Print the data again, exactly.

---

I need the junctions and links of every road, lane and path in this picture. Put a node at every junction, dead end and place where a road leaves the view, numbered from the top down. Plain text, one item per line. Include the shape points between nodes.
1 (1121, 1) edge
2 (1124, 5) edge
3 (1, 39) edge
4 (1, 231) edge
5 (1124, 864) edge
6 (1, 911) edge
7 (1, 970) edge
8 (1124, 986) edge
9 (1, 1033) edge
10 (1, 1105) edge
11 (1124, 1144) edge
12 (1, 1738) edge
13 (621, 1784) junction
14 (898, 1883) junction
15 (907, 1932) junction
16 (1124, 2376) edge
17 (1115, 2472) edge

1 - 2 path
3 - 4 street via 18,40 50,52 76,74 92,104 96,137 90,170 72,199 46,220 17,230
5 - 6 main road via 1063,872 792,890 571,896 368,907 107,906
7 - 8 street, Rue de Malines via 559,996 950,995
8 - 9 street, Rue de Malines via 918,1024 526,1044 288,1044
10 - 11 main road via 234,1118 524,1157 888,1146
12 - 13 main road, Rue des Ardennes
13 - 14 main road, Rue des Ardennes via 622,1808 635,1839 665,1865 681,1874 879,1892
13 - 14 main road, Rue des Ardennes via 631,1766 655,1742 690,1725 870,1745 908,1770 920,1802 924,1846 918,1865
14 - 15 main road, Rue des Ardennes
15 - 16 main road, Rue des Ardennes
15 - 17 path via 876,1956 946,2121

---

**Expected output**
I need the junctions and links of every road, lane and path in this picture. Put a node at every junction, dead end and place where a road leaves the view, numbered from the top down. Plain text, one item per line. Include the shape points between nodes.
1 (1121, 1) edge
2 (1124, 5) edge
3 (1, 39) edge
4 (1, 231) edge
5 (1124, 864) edge
6 (1, 911) edge
7 (1, 970) edge
8 (1124, 986) edge
9 (1, 1033) edge
10 (1, 1105) edge
11 (1124, 1144) edge
12 (1, 1738) edge
13 (621, 1784) junction
14 (898, 1883) junction
15 (907, 1932) junction
16 (1124, 2376) edge
17 (1115, 2472) edge

1 - 2 path
3 - 4 street via 18,40 50,52 76,74 92,104 96,137 90,170 72,199 46,220 17,230
5 - 6 main road via 1063,872 792,890 571,896 368,907 107,906
7 - 8 street, Rue de Malines via 559,996 950,995
8 - 9 street, Rue de Malines via 918,1024 526,1044 288,1044
10 - 11 main road via 234,1118 524,1157 888,1146
12 - 13 main road, Rue des Ardennes
13 - 14 main road, Rue des Ardennes via 622,1808 635,1839 665,1865 681,1874 879,1892
13 - 14 main road, Rue des Ardennes via 631,1766 655,1742 690,1725 870,1745 908,1770 920,1802 924,1846 918,1865
14 - 15 main road, Rue des Ardennes
15 - 16 main road, Rue des Ardennes
15 - 17 path via 876,1956 946,2121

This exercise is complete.